Мама заговорщически подается вперед, как будто Аннабет Гискин бродит где-то поблизости и подслушивает наш разговор.

— Через несколько месяцев после истории с Диснейлендом, осенью, позвонил милый пожилой джентльмен, у которого меховой склад в Парамусе. Он позвонил папе на работу, но попросил позвать миссис Гринлиф. Секретарша была новенькая и дала ему домашний телефон. Старичок обзванивал всех своих клиентов и сообщал, что закрывается. Его сын, бедняжка, который держал склад вместе с ним, умер — кажется, от рака. У отца просто недоставало духу продолжать.
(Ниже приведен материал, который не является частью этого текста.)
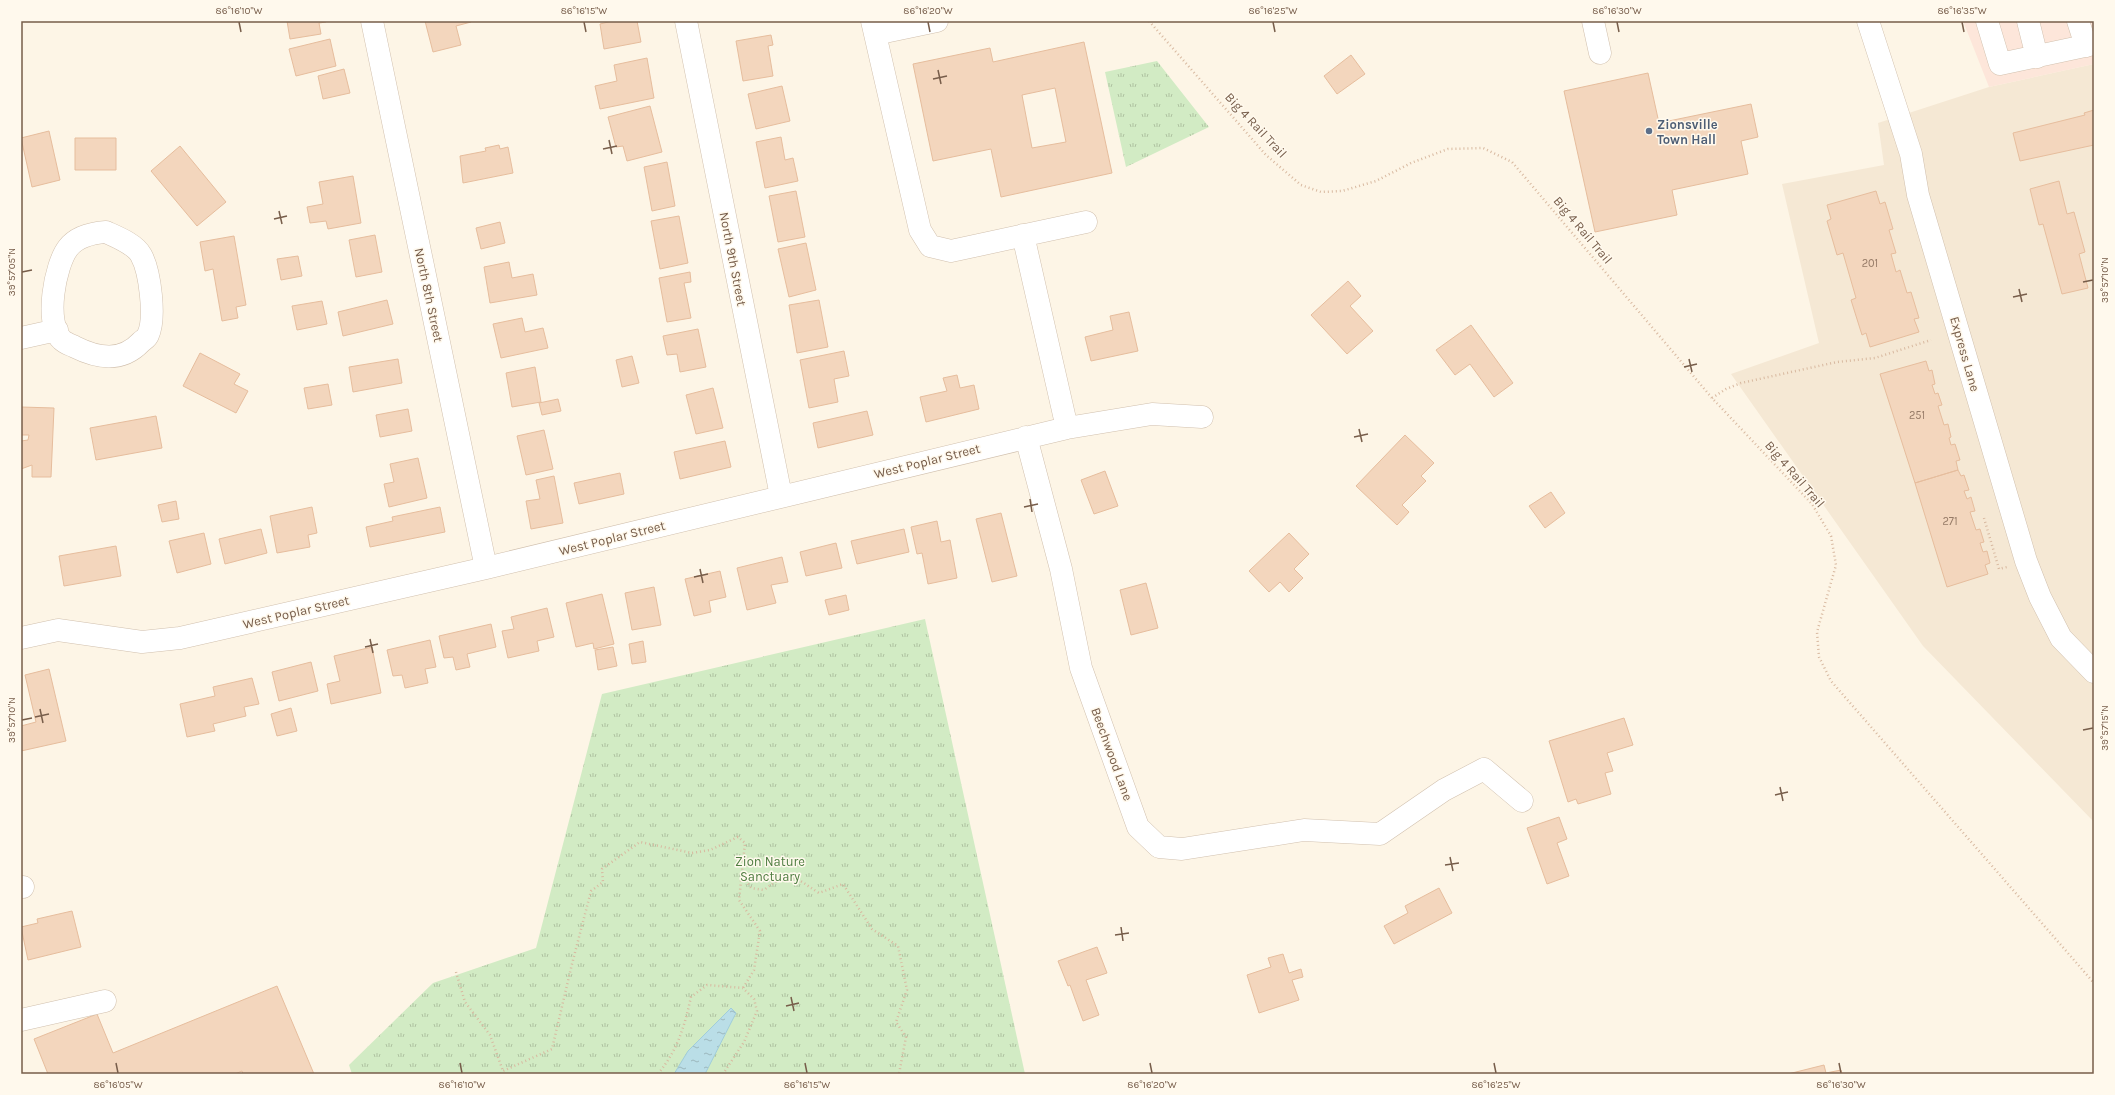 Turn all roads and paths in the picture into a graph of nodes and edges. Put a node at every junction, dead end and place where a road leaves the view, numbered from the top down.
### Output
1 (372, 21) edge
2 (686, 21) edge
3 (937, 21) edge
4 (1149, 21) edge
5 (1593, 21) edge
6 (1868, 21) edge
7 (1987, 21) edge
8 (2028, 21) edge
9 (2078, 21) edge
10 (874, 28) edge
11 (2090, 45) edge
12 (1600, 53) dead end
13 (2037, 57) junction
14 (1086, 222) dead end
15 (1023, 235) junction
16 (57, 330) junction
17 (21, 338) edge
18 (1931, 340) dead end
19 (1712, 398) junction
20 (1202, 418) dead end
21 (1067, 428) junction
22 (1026, 437) junction
23 (781, 496) junction
24 (486, 568) junction
25 (21, 638) edge
26 (2094, 672) edge
27 (1522, 800) dead end
28 (740, 874) junction
29 (456, 972) dead end
30 (2094, 983) edge
31 (743, 988) junction
32 (105, 1001) dead end
33 (21, 1020) edge
34 (502, 1073) edge
35 (658, 1074) edge
36 (723, 1074) edge
37 (899, 1074) edge

1 - 24 street, North 8th Street
2 - 23 street, North 9th Street
3 - 10 street
4 - 19 path, Big 4 Rail Trail
5 - 12 street
6 - 26 street, Express Lane
7 - 13 street
8 - 13 street
9 - 11 street
10 - 15 street
11 - 13 street
14 - 15 street
15 - 21 street
16 - 16 street
16 - 17 street
18 - 19 path
19 - 30 path, Big 4 Rail Trail
20 - 21 street, West Poplar Street
21 - 22 street, West Poplar Street
22 - 23 street, West Poplar Street
22 - 27 street, Beechwood Lane
23 - 24 street, West Poplar Street
24 - 25 street, West Poplar Street
28 - 31 path
28 - 34 path
28 - 37 path
29 - 34 path
31 - 35 path
31 - 36 path
32 - 33 street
Они с женой решили перебраться во Флориду.

— И?

— И он попросил меня забрать мою норковую шубку.

— И что?

— Так я и сделала. Заплатив, между прочим, за шесть лет хранения, что обошлось мне в кругленькую сумму. — Мама напоследок обводит кухню внимательным взглядом и шагает к двери.

— И что?

Она улыбается через плечо.

— Отличная шубка, как по-твоему?

— Прекрасная, мама. То есть если ты, конечно, не возражаешь против убийства норок.

— Так я наказала Аннабет.

— Погоди-ка. Так это была ее шубка?

Мама подмигивает.

— О Господи, ты украла у нее соболью шубу.

— Я не крала. Аннабет оставила ее на складе много лет назад, даже не позаботившись заплатить. Я ее просто выкупила. И шуба вовсе не соболья, она норковая. Соболий у нее только воротник.

Я хихикаю, проникнувшись уважением к маминой отваге. Это женщина, которая никогда не смела заявить о своей власти и долгие годы старалась, чтобы другие были сыты, согреты и довольны. Ее жизнь — постоянное исполнение чужих желаний: специальные подушки, если у девочек аллергия на пух, уроки игры на скрипке, если они выказывали музыкальные наклонности, полная корзина шоколадных булочек, подарочный сертификат, букет розовых и желтых маргариток… Я впервые услышала о том, что мама что-то сделала для себя.

— Погоди-ка. А папа не заметил, что ты носишь шубу его бывшей жены?

— Нет. — Мама выключает свет и поднимается вместе со мной наверх. — Как ни смешно — не заметил. Наверное, он помнил, что покупал кому-то норковую шубу, но забыл, кому именно.

Когда мама укрывает меня одеялом, я вздыхаю:

— По-моему, у меня еще не было такого приятного вечера с тех пор, как умерла Изабель.

Мама целует меня в лоб.

— Детка, если ты пришлешь мне ее фотографию, я буду очень рада.

Я сворачиваюсь под теплым одеялом и упираюсь пальцами ног в матрас. Чтобы отвлечь маму от разговоров о фотографии, которую я пока не могу ей дать, рассказываю о Марше памяти.

— Минди попросила меня пойти с ней, а потом забеременела.